Jesus is the Son of Sinners. Matthew 1:1-17
Matthew includes the names of four women in the genealogy of Jesus. The names of the women are Tamar, Rahab and Ruth, and a certain “wife of Uriah”. Why did Matthew go against the conventional wisdom of the day by letting women into his list! Why these four instead of those with a better reputation such as Sarah, Rebekah, and Rachel?” “Doesn’t Matthew remember that lineage is traced through men, not women? And that the function of a genealogy is to give solemn honor to the final descendant, Jesus? Matthew breaks both of these time-honored rules
At the heart of Matthew’s genealogy is this grand gospel. Jesus loves people who are victims as well as perpetrators of family dysfunction and deceit (Tamar); who feel used and worthless (Rahab); who bury loved ones and endure the pain of leaving their homeland (Ruth); and who are used by others for pleasure only to witness the death of so many dreams (Bathsheba). In the end, these four women’s lives are amazing testimonies to God’s love and Immanuel, God is with us.

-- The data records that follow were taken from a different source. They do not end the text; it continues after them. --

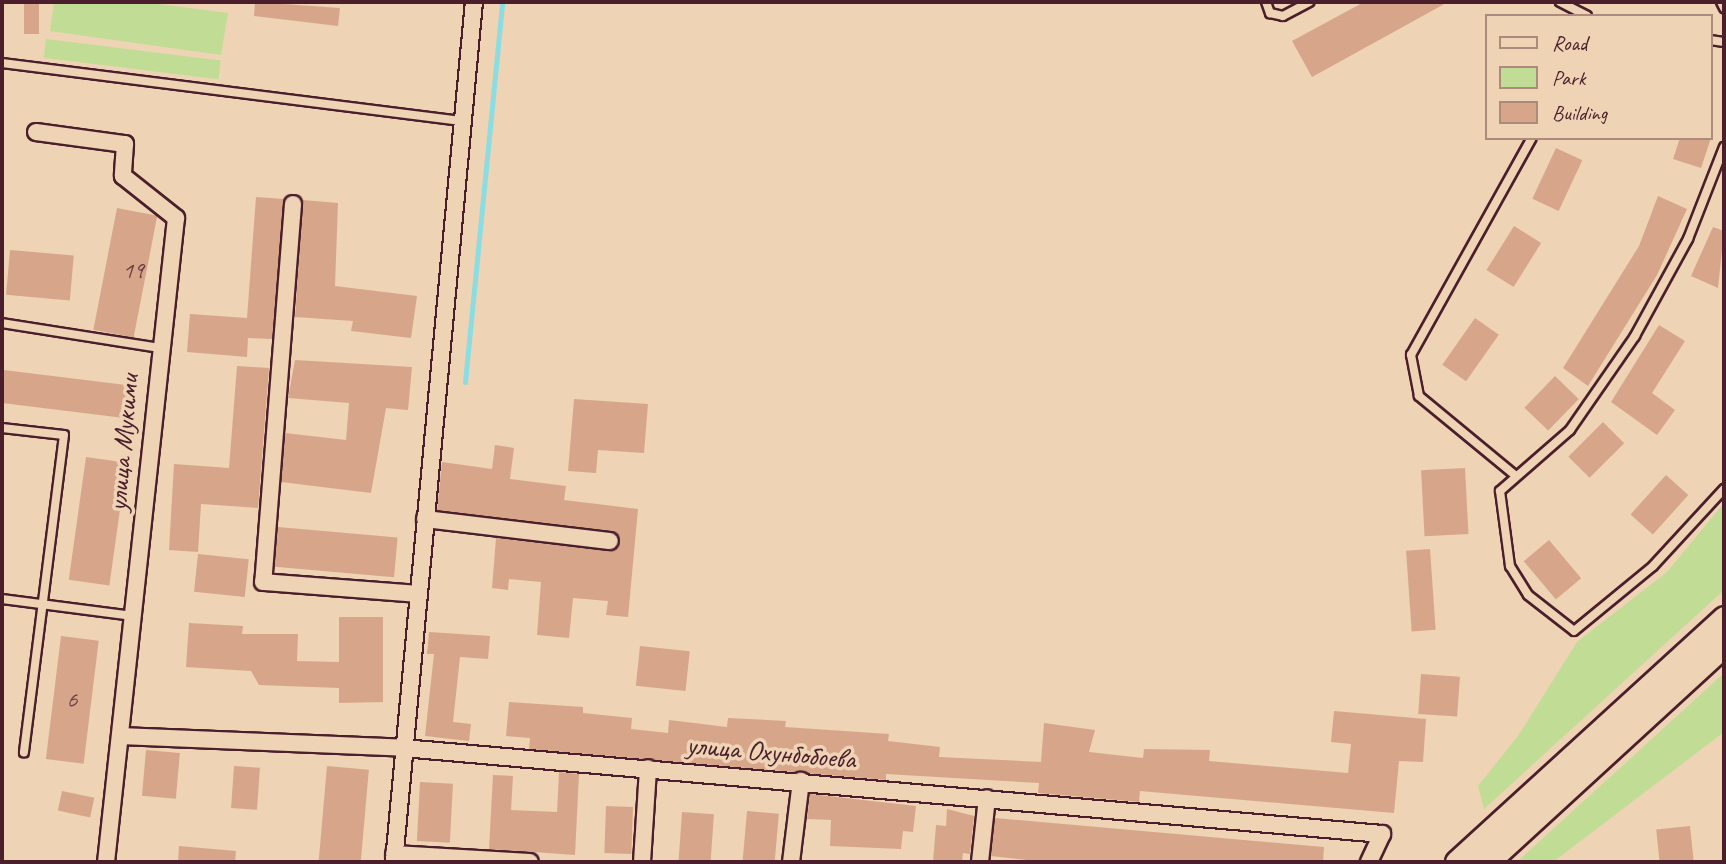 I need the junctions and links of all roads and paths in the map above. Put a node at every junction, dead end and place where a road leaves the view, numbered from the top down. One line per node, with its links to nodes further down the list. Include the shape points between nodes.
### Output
1 (474, 2): 9 (street)
2 (1266, 2): 3 (lane, via 1270,13 1283,16)
3 (1309, 2)
4 (1560, 2): 7 (lane)
5 (1721, 2): 6 (lane)
6 (1724, 8)
7 (1583, 14)
8 (2, 63): 9 (lane)
9 (463, 121): 19 (street)
10 (36, 132): 15 (street, улица Мукими, via 125,144 123,176 170,208 176,218)
11 (1531, 140): 17 (lane, via 1411,355 1419,396)
12 (1724, 147): 17 (lane, via 1688,239 1635,336 1570,430)
13 (293, 204): 21 (street, via 263,582)
14 (2, 323): 15 (lane)
15 (159, 348): 24 (street, улица Мукими)
16 (2, 428): 23 (lane, via 64,435)
17 (1516, 476): 18 (lane, via 1500,491 1510,566 1528,595 1574,631 1653,566)
18 (1724, 489)
19 (425, 519): 20 (street); 21 (street)
20 (611, 541)
21 (418, 594): 28 (street)
22 (2, 599): 23 (lane)
23 (40, 604): 24 (lane); 29 (lane)
24 (133, 616): 27 (street, улица Мукими)
25 (1724, 618): 40 (main road)
26 (1724, 645): 41 (main road)
27 (122, 736): 28 (street, улица Охунбобоева); 34 (street, улица Мукими)
28 (403, 748): 30 (street, улица Охунбобоева); 33 (street)
29 (24, 752)
30 (648, 768): 31 (street, улица Охунбобоева); 36 (street)
31 (801, 780): 32 (street, улица Охунбобоева); 37 (street)
32 (987, 798): 38 (street); 39 (street, улица Охунбобоева, via 1382,834)
33 (394, 858): 35 (street)
34 (106, 862)
35 (530, 862)
36 (642, 862)
37 (791, 862)
38 (980, 862)
39 (1369, 862)
40 (1457, 862)
41 (1487, 862)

Question: Who is Rahab, an ancestor of Christ?
Answer: Rahab was, according to the Book of Joshua, a woman, a prostitute, who lived in Jericho in the Promised Land and assisted the Israelites in capturing the city by betraying her people. In the New Testament, she is lauded both as an example of a saint who lived by faith, and as someone “considered righteous” for her works. Matthew’s genealogy records her as one of the ancestors of Jesus.